Find the string "image" in the entries and copy each line that has it.

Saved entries
:::

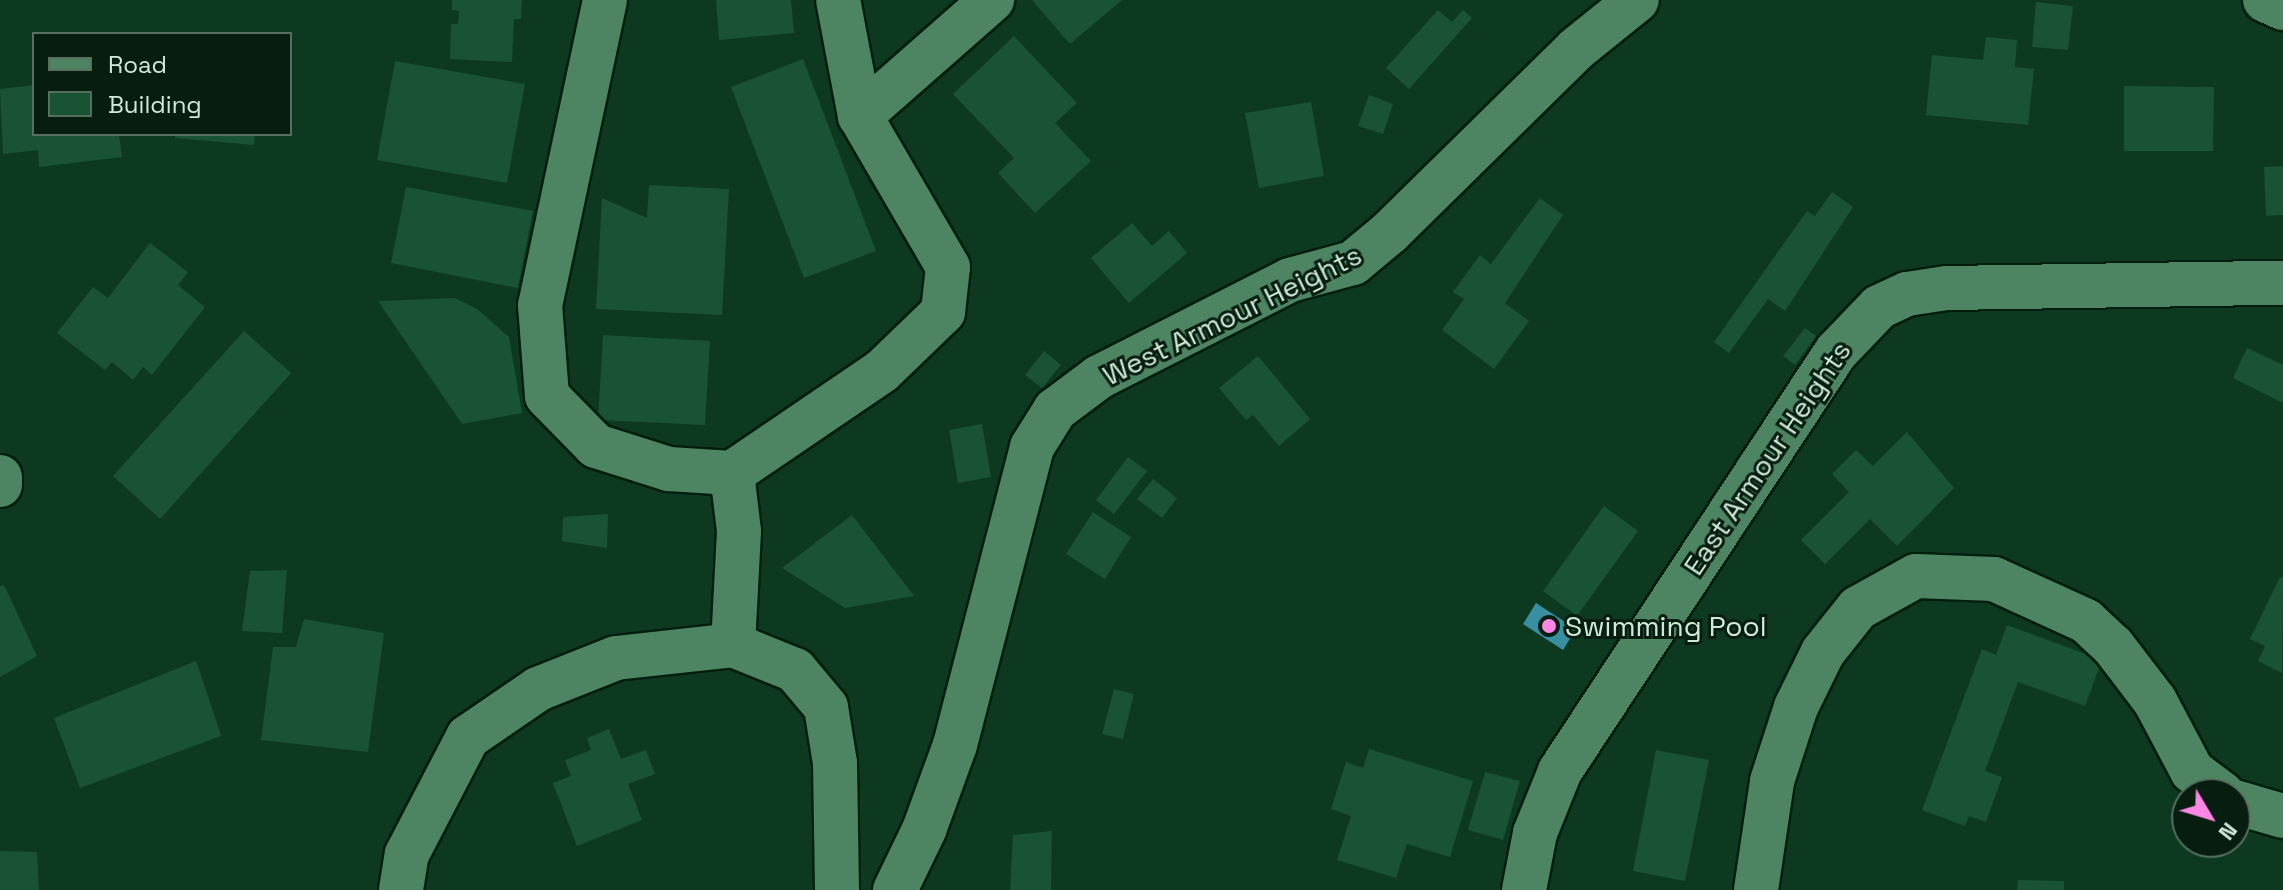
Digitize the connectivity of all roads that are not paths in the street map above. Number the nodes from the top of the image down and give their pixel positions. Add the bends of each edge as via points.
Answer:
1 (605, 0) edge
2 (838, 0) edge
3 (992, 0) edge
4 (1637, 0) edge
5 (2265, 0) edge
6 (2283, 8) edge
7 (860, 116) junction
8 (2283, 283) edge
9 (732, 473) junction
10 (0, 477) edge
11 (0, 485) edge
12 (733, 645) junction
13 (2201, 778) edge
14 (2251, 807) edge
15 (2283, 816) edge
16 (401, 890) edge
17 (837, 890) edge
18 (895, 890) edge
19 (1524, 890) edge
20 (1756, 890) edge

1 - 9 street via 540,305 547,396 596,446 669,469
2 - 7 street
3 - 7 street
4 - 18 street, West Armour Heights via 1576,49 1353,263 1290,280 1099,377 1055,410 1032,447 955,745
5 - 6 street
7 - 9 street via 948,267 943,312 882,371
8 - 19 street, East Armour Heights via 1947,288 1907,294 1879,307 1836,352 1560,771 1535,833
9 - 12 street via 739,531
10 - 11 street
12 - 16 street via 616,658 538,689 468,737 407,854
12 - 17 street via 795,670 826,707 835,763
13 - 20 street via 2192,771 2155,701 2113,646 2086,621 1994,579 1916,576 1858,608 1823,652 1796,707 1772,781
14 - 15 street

:::

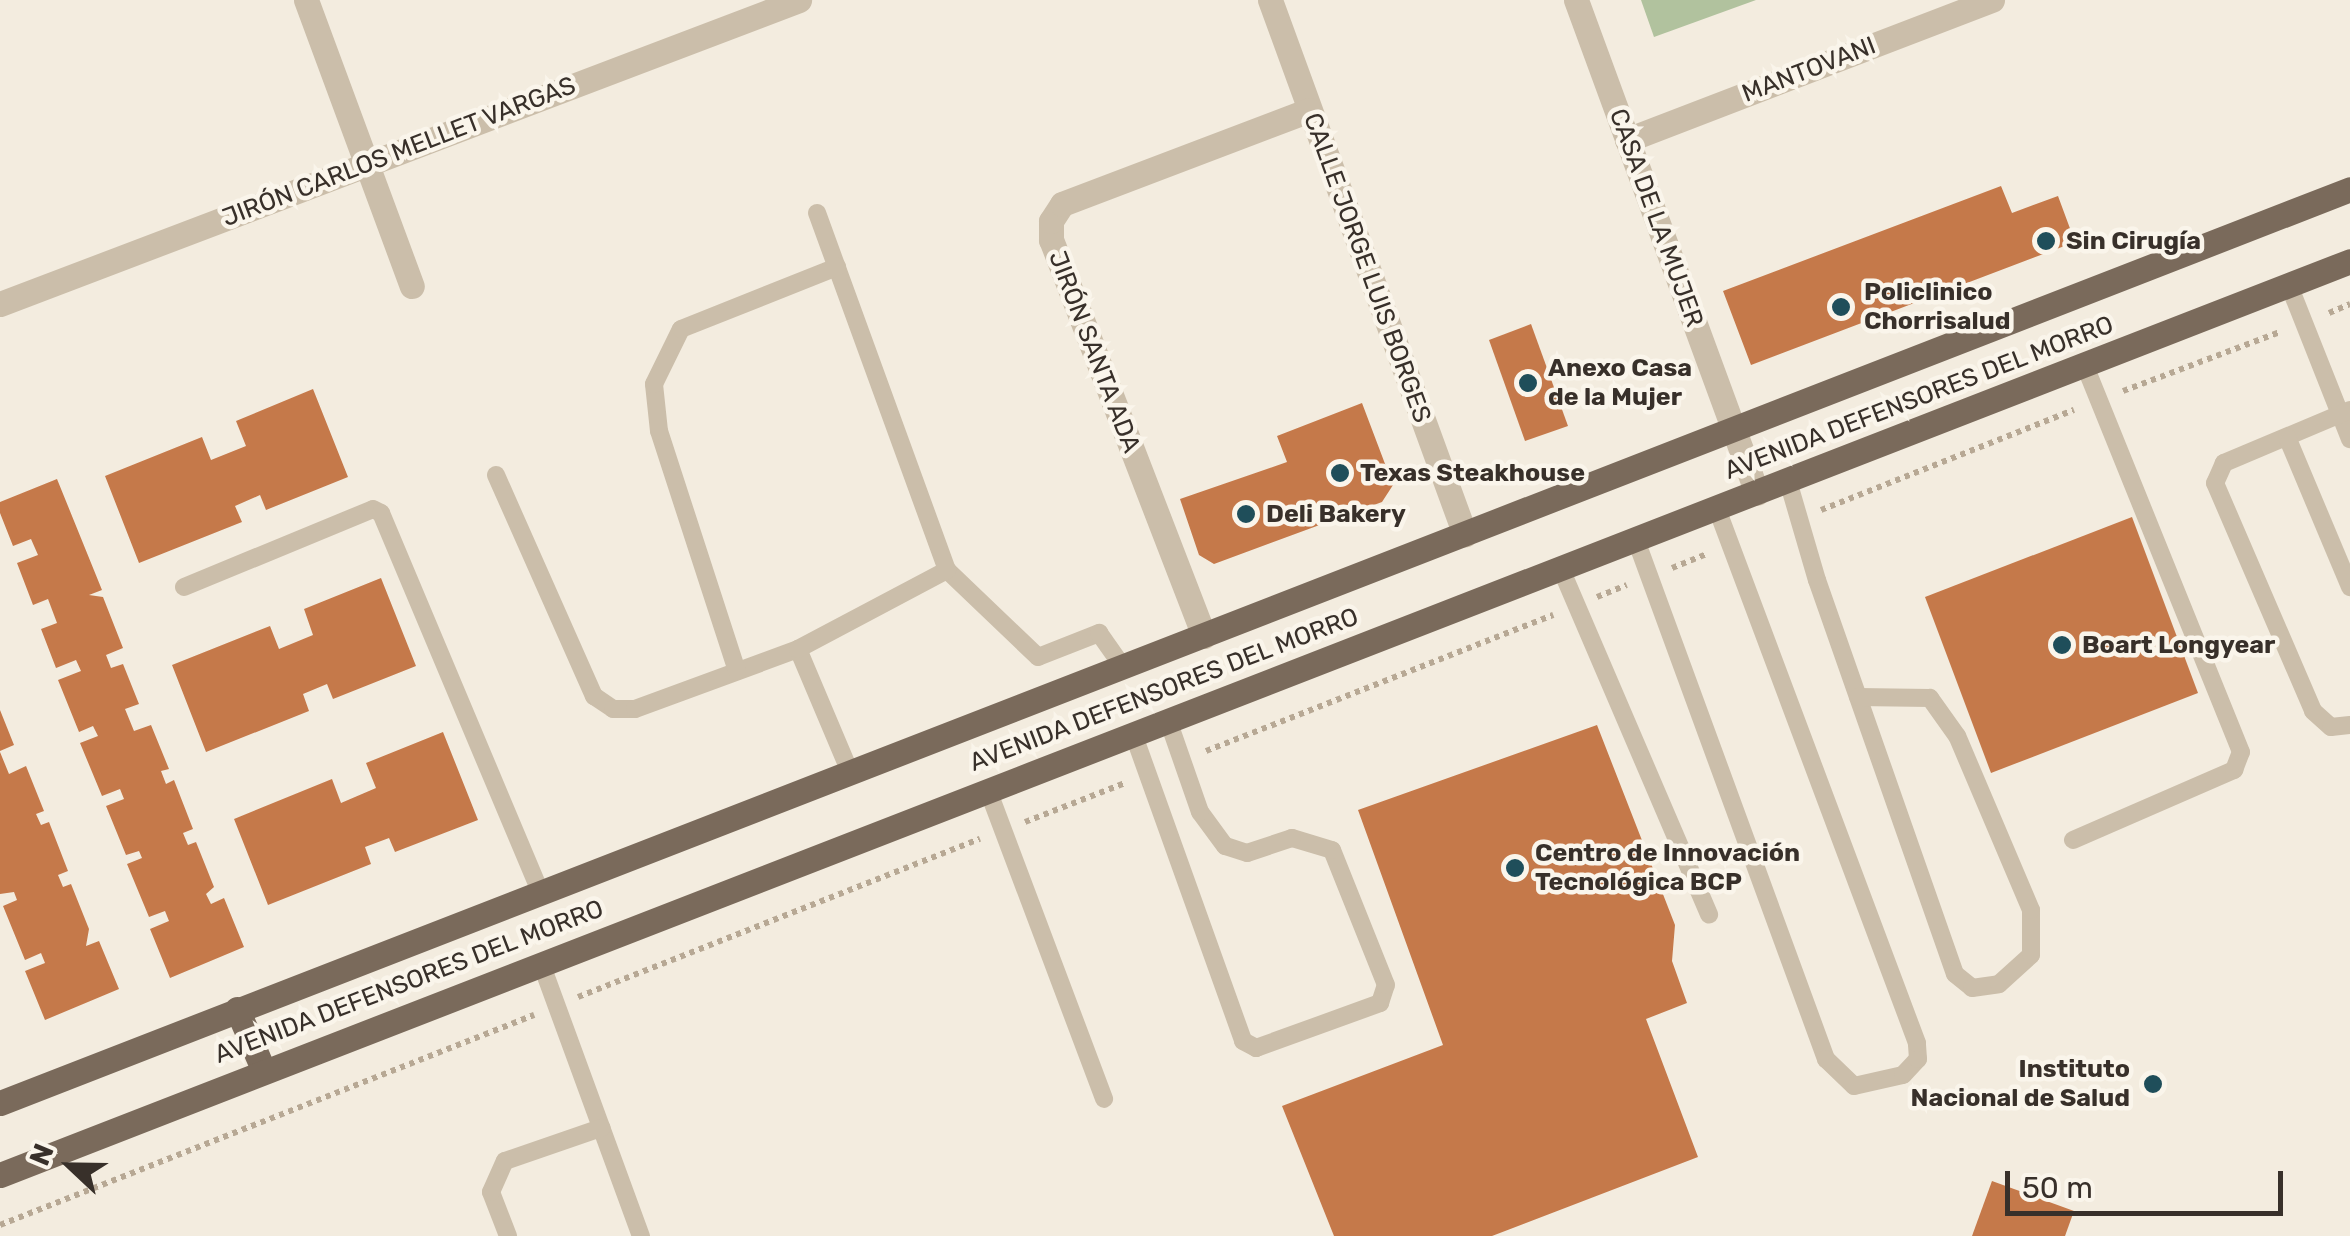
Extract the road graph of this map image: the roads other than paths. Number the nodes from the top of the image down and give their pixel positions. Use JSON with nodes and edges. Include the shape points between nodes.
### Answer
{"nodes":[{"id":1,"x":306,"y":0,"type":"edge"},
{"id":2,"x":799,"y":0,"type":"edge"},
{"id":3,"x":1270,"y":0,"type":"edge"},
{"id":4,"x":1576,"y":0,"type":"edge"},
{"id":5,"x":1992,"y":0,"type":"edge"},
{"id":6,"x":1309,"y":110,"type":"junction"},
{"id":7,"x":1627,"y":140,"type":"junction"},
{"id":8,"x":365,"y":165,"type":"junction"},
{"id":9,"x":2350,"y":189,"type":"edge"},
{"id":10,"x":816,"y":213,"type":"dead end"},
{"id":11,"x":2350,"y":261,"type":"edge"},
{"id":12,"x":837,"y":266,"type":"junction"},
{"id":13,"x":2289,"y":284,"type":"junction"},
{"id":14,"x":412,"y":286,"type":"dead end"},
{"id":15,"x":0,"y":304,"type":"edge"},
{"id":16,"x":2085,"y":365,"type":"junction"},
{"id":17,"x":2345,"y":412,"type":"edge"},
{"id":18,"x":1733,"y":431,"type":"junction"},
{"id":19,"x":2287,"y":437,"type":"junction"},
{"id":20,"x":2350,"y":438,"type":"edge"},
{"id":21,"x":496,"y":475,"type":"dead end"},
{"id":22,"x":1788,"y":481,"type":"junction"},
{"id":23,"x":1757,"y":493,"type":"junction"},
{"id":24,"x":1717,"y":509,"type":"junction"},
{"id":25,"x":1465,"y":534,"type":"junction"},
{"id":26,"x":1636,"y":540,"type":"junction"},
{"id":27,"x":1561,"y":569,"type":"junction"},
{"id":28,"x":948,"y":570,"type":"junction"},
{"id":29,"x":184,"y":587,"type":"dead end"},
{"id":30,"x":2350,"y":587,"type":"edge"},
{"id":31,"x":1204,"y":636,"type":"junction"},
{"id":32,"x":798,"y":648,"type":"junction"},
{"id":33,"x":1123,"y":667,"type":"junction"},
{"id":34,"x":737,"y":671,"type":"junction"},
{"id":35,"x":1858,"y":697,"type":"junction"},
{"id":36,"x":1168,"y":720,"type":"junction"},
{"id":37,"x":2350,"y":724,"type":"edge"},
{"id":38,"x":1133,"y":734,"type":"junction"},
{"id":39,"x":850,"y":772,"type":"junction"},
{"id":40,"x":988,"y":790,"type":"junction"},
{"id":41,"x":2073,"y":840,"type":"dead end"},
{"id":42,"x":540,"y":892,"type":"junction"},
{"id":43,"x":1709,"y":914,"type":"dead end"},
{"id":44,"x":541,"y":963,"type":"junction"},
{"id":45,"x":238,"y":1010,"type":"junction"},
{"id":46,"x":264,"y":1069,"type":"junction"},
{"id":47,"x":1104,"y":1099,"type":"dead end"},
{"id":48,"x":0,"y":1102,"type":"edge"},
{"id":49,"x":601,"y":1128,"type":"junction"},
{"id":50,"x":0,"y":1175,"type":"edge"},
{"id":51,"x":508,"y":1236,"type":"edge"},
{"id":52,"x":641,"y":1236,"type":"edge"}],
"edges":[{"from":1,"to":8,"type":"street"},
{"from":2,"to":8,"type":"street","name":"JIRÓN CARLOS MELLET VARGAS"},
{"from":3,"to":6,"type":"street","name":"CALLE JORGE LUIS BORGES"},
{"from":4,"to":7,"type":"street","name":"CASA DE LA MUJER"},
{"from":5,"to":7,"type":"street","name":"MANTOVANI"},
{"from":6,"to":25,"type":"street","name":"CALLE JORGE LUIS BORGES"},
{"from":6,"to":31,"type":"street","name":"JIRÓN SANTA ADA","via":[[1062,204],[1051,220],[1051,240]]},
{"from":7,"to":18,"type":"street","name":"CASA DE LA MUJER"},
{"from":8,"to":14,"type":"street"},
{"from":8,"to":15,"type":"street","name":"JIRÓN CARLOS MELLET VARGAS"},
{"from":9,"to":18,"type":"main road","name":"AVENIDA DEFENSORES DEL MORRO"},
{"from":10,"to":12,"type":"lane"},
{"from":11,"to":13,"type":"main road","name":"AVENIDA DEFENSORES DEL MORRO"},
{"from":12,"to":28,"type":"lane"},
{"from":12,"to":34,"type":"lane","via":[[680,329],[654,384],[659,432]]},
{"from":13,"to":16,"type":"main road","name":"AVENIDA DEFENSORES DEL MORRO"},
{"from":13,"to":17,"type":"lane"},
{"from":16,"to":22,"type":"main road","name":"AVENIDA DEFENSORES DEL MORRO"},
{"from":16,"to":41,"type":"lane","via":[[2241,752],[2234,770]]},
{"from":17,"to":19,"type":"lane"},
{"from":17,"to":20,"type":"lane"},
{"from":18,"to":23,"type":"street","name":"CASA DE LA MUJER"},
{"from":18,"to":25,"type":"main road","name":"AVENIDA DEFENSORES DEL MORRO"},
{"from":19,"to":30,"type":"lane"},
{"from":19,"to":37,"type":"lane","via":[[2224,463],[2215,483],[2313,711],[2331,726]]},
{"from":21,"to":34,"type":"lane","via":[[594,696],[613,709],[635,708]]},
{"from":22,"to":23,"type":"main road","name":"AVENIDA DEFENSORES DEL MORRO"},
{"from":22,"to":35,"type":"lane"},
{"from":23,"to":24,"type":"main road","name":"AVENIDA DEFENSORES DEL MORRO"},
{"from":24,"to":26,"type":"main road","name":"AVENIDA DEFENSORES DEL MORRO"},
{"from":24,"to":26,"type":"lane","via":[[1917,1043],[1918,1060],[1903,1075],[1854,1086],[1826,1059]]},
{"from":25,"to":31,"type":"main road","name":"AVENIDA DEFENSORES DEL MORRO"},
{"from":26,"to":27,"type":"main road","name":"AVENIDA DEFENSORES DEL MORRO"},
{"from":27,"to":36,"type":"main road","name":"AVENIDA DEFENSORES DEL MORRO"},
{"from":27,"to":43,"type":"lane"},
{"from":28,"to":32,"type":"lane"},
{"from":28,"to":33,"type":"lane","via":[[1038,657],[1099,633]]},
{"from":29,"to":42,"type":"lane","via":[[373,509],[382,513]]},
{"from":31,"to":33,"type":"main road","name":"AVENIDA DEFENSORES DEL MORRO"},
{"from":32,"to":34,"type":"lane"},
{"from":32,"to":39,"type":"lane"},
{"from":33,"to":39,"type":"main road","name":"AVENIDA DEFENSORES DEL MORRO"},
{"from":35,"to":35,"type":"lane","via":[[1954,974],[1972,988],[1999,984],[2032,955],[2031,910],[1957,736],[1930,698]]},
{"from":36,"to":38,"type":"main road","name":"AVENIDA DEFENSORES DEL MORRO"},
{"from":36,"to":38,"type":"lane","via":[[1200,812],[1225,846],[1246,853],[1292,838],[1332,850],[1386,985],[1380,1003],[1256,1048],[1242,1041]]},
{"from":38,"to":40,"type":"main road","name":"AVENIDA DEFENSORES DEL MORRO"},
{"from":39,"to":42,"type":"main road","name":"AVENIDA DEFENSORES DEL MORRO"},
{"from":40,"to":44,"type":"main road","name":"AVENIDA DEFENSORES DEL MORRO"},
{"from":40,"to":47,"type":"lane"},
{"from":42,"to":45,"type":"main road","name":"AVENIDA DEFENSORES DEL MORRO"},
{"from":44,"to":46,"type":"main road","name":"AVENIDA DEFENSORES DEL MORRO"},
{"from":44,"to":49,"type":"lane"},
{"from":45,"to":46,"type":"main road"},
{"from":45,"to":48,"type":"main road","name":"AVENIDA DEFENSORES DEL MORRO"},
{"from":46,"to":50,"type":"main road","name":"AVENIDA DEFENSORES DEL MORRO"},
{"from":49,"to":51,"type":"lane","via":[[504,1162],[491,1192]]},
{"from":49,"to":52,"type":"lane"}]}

:::

▶ Reply to the task:
Digitize the connectivity of all roads that are not paths in the street map above. Number the nodes from the top of the image down and give their pixel positions. Add the bends of each edge as via points.
Extract the road graph of this map image: the roads other than paths. Number the nodes from the top of the image down and give their pixel positions. Use JSON with nodes and edges. Include the shape points between nodes.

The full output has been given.